**Task objective**
Look over the entries that follow. Report how many lines contain "Dorothy", with nothing else.

Saved data entries
■ ■ ■ ■
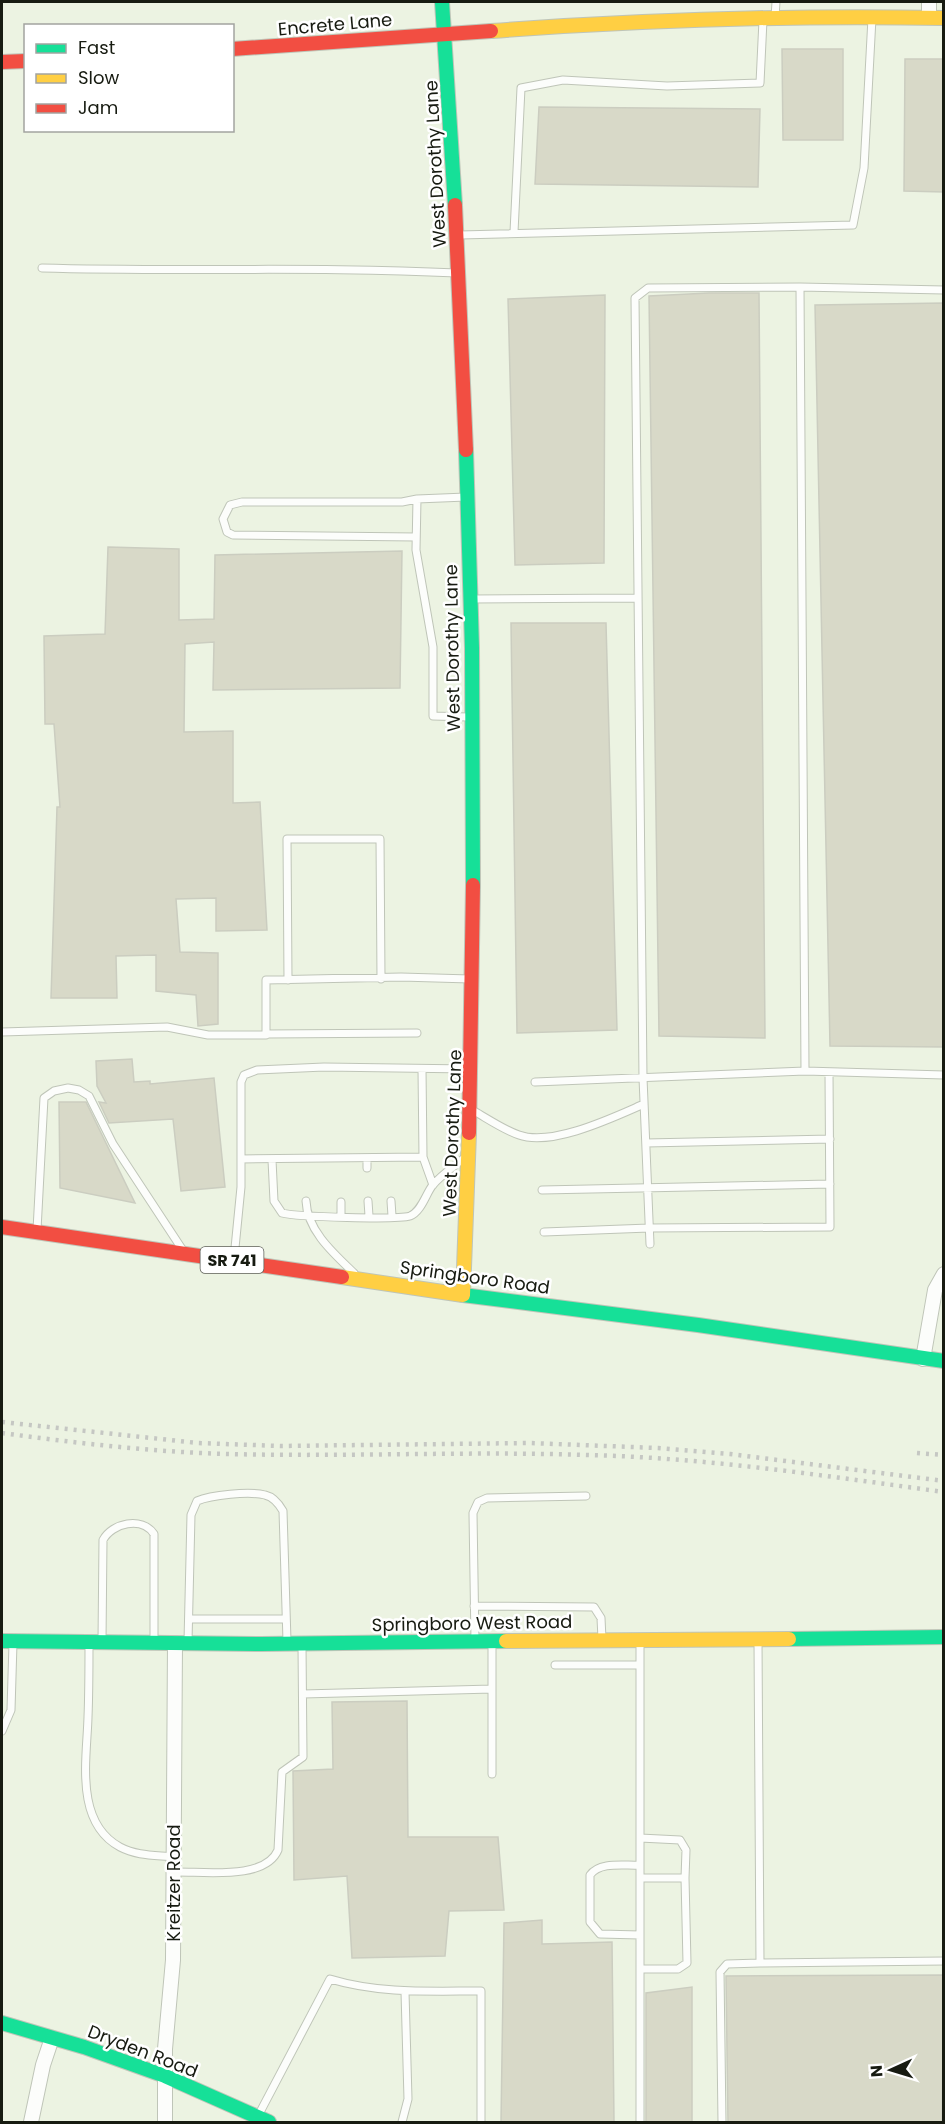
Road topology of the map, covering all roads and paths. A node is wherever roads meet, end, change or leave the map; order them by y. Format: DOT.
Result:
graph roads {
  1 [pos="442,2"];
  2 [pos="776,2"];
  3 [pos="929,2"];
  4 [pos="872,16"];
  5 [pos="769,17"];
  6 [pos="929,17"];
  7 [pos="944,18"];
  8 [pos="445,33"];
  9 [pos="234,49"];
  10 [pos="24,61"];
  11 [pos="2,62"];
  12 [pos="514,232"];
  13 [pos="457,235"];
  14 [pos="42,268"];
  15 [pos="459,273"];
  16 [pos="800,287"];
  17 [pos="944,290"];
  18 [pos="467,497"];
  19 [pos="417,499"];
  20 [pos="416,537"];
  21 [pos="469,598"];
  22 [pos="638,598"];
  23 [pos="471,717"];
  24 [pos="381,979"];
  25 [pos="473,979"];
  26 [pos="288,980"];
  27 [pos="2,1032"];
  28 [pos="417,1033"];
  29 [pos="266,1034"];
  30 [pos="422,1069"];
  31 [pos="472,1069"];
  32 [pos="805,1071"];
  33 [pos="829,1072"];
  34 [pos="944,1075"];
  35 [pos="643,1078"];
  36 [pos="535,1082"];
  37 [pos="644,1104"];
  38 [pos="471,1110"];
  39 [pos="830,1139"];
  40 [pos="646,1143"];
  41 [pos="469,1153"];
  42 [pos="423,1156"];
  43 [pos="391,1157"];
  44 [pos="367,1158"];
  45 [pos="241,1159"];
  46 [pos="305,1159"];
  47 [pos="340,1159"];
  48 [pos="272,1160"];
  49 [pos="340,1167"];
  50 [pos="391,1167"];
  51 [pos="305,1168"];
  52 [pos="367,1168"];
  53 [pos="830,1184"];
  54 [pos="433,1185"];
  55 [pos="648,1186"];
  56 [pos="542,1190"];
  57 [pos="306,1201"];
  58 [pos="368,1201"];
  59 [pos="391,1201"];
  60 [pos="341,1202"];
  61 [pos="306,1216"];
  62 [pos="369,1216"];
  63 [pos="392,1216"];
  64 [pos="341,1217"];
  65 [pos="2,1227"];
  66 [pos="649,1228"];
  67 [pos="544,1232"];
  68 [pos="37,1233"];
  69 [pos="650,1244"];
  70 [pos="185,1254"];
  71 [pos="234,1260"];
  72 [pos="944,1274"];
  73 [pos="360,1279"];
  74 [pos="463,1295"];
  75 [pos="923,1359"];
  76 [pos="944,1361"];
  77 [pos="586,1496"];
  78 [pos="474,1606"];
  79 [pos="189,1618"];
  80 [pos="286,1619"];
  81 [pos="944,1638"];
  82 [pos="758,1639"];
  83 [pos="602,1640"];
  84 [pos="640,1640"];
  85 [pos="8,1641"];
  86 [pos="96,1641"];
  87 [pos="475,1641"];
  88 [pos="492,1641"];
  89 [pos="154,1642"];
  90 [pos="182,1643"];
  91 [pos="302,1643"];
  92 [pos="287,1644"];
  93 [pos="555,1665"];
  94 [pos="640,1665"];
  95 [pos="492,1689"];
  96 [pos="303,1694"];
  97 [pos="2,1731"];
  98 [pos="492,1774"];
  99 [pos="640,1838"];
  100 [pos="174,1857"];
  101 [pos="640,1865"];
  102 [pos="173,1872"];
  103 [pos="640,1878"];
  104 [pos="685,1878"];
  105 [pos="640,1935"];
  106 [pos="944,1961"];
  107 [pos="760,1963"];
  108 [pos="640,1969"];
  109 [pos="405,1992"];
  110 [pos="2,2023"];
  111 [pos="52,2038"];
  112 [pos="165,2076"];
  113 [pos="263,2120"];
  114 [pos="31,2122"];
  115 [pos="165,2122"];
  116 [pos="402,2122"];
  117 [pos="480,2122"];
  118 [pos="640,2122"];
  119 [pos="722,2122"];
  1 -- 8 [label="main road, West Dorothy Lane"];
  2 -- 5 [label="lane"];
  3 -- 6 [label="street"];
  4 -- 5 [label="main road, Encrete Lane"];
  4 -- 6 [label="main road, Encrete Lane"];
  4 -- 12 [label="lane"];
  5 -- 8 [label="main road, Encrete Lane"];
  5 -- 12 [label="lane"];
  6 -- 7 [label="main road, Encrete Lane"];
  8 -- 9 [label="main road, Encrete Lane"];
  8 -- 13 [label="main road, West Dorothy Lane"];
  10 -- 11 [label="main road"];
  12 -- 13 [label="lane"];
  13 -- 15 [label="main road, West Dorothy Lane"];
  14 -- 15 [label="lane"];
  15 -- 18 [label="main road, West Dorothy Lane"];
  16 -- 17 [label="lane"];
  16 -- 22 [label="lane"];
  16 -- 32 [label="lane"];
  18 -- 19 [label="lane"];
  18 -- 21 [label="main road, West Dorothy Lane"];
  19 -- 20 [label="lane"];
  19 -- 20 [label="lane"];
  20 -- 23 [label="lane"];
  21 -- 22 [label="lane"];
  21 -- 23 [label="main road, West Dorothy Lane"];
  22 -- 35 [label="lane"];
  23 -- 25 [label="main road, West Dorothy Lane"];
  24 -- 25 [label="lane"];
  24 -- 26 [label="lane"];
  24 -- 26 [label="lane"];
  25 -- 31 [label="main road, West Dorothy Lane"];
  26 -- 29 [label="lane"];
  27 -- 29 [label="lane"];
  28 -- 29 [label="lane"];
  30 -- 31 [label="lane"];
  30 -- 42 [label="lane"];
  30 -- 45 [label="lane"];
  31 -- 38 [label="main road, West Dorothy Lane"];
  32 -- 33 [label="lane"];
  32 -- 35 [label="lane"];
  33 -- 34 [label="lane"];
  33 -- 39 [label="lane"];
  35 -- 36 [label="lane"];
  35 -- 37 [label="lane"];
  37 -- 38 [label="lane"];
  37 -- 40 [label="lane"];
  38 -- 41 [label="main road, West Dorothy Lane"];
  39 -- 40 [label="lane"];
  39 -- 53 [label="lane"];
  40 -- 55 [label="lane"];
  41 -- 54 [label="lane"];
  41 -- 74 [label="main road, West Dorothy Lane"];
  42 -- 43 [label="lane"];
  42 -- 54 [label="lane"];
  43 -- 44 [label="lane"];
  43 -- 50 [label="lane"];
  44 -- 47 [label="lane"];
  44 -- 52 [label="lane"];
  45 -- 48 [label="lane"];
  45 -- 71 [label="lane"];
  46 -- 47 [label="lane"];
  46 -- 48 [label="lane"];
  46 -- 51 [label="lane"];
  47 -- 49 [label="lane"];
  48 -- 61 [label="lane"];
  53 -- 55 [label="lane"];
  53 -- 66 [label="lane"];
  54 -- 63 [label="lane"];
  55 -- 56 [label="lane"];
  55 -- 66 [label="lane"];
  57 -- 61 [label="lane"];
  58 -- 62 [label="lane"];
  59 -- 63 [label="lane"];
  60 -- 64 [label="lane"];
  61 -- 64 [label="lane"];
  61 -- 73 [label="lane"];
  62 -- 63 [label="lane"];
  62 -- 64 [label="lane"];
  65 -- 68 [label="main road, Springboro Road / SR 741"];
  66 -- 67 [label="lane"];
  66 -- 69 [label="lane"];
  68 -- 70 [label="main road, Springboro Road / SR 741"];
  68 -- 70 [label="lane"];
  70 -- 71 [label="main road, Springboro Road / SR 741"];
  71 -- 73 [label="main road, Springboro Road / SR 741"];
  72 -- 75 [label="street"];
  73 -- 74 [label="main road, Springboro Road / SR 741"];
  74 -- 75 [label="main road, Springboro Road / SR 741"];
  75 -- 76 [label="main road, Springboro Road / SR 741"];
  77 -- 78 [label="lane"];
  78 -- 83 [label="lane"];
  78 -- 87 [label="lane"];
  79 -- 80 [label="lane"];
  79 -- 80 [label="lane"];
  79 -- 90 [label="lane"];
  80 -- 92 [label="lane"];
  81 -- 82 [label="main road, Springboro West Road"];
  82 -- 84 [label="main road, Springboro West Road"];
  82 -- 107 [label="lane"];
  83 -- 84 [label="main road, Springboro West Road"];
  83 -- 88 [label="main road, Springboro West Road"];
  84 -- 94 [label="lane"];
  85 -- 86 [label="main road, Springboro West Road"];
  85 -- 97 [label="lane"];
  86 -- 89 [label="main road, Springboro West Road"];
  86 -- 89 [label="lane"];
  86 -- 100 [label="lane"];
  87 -- 88 [label="main road, Springboro West Road"];
  87 -- 91 [label="main road, Springboro West Road"];
  88 -- 95 [label="lane"];
  89 -- 90 [label="main road, Springboro West Road"];
  90 -- 92 [label="main road, Springboro West Road"];
  90 -- 100 [label="street, Kreitzer Road"];
  91 -- 92 [label="main road, Springboro West Road"];
  91 -- 96 [label="lane"];
  93 -- 94 [label="lane"];
  94 -- 99 [label="lane"];
  95 -- 96 [label="lane"];
  95 -- 98 [label="lane"];
  96 -- 102 [label="lane"];
  99 -- 101 [label="lane"];
  99 -- 104 [label="lane"];
  100 -- 102 [label="street, Kreitzer Road"];
  101 -- 103 [label="lane"];
  101 -- 105 [label="lane"];
  102 -- 112 [label="street, Kreitzer Road"];
  103 -- 104 [label="lane"];
  103 -- 105 [label="lane"];
  104 -- 108 [label="lane"];
  105 -- 108 [label="lane"];
  106 -- 107 [label="lane"];
  107 -- 119 [label="lane"];
  108 -- 118 [label="lane"];
  109 -- 113 [label="lane"];
  109 -- 116 [label="lane"];
  109 -- 117 [label="lane"];
  110 -- 111 [label="main road, Dryden Road"];
  111 -- 112 [label="main road, Dryden Road"];
  111 -- 114 [label="street"];
  112 -- 113 [label="main road, Dryden Road"];
  112 -- 115 [label="street, Kreitzer Road"];
}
■ ■ ■ ■
**Answer area**
11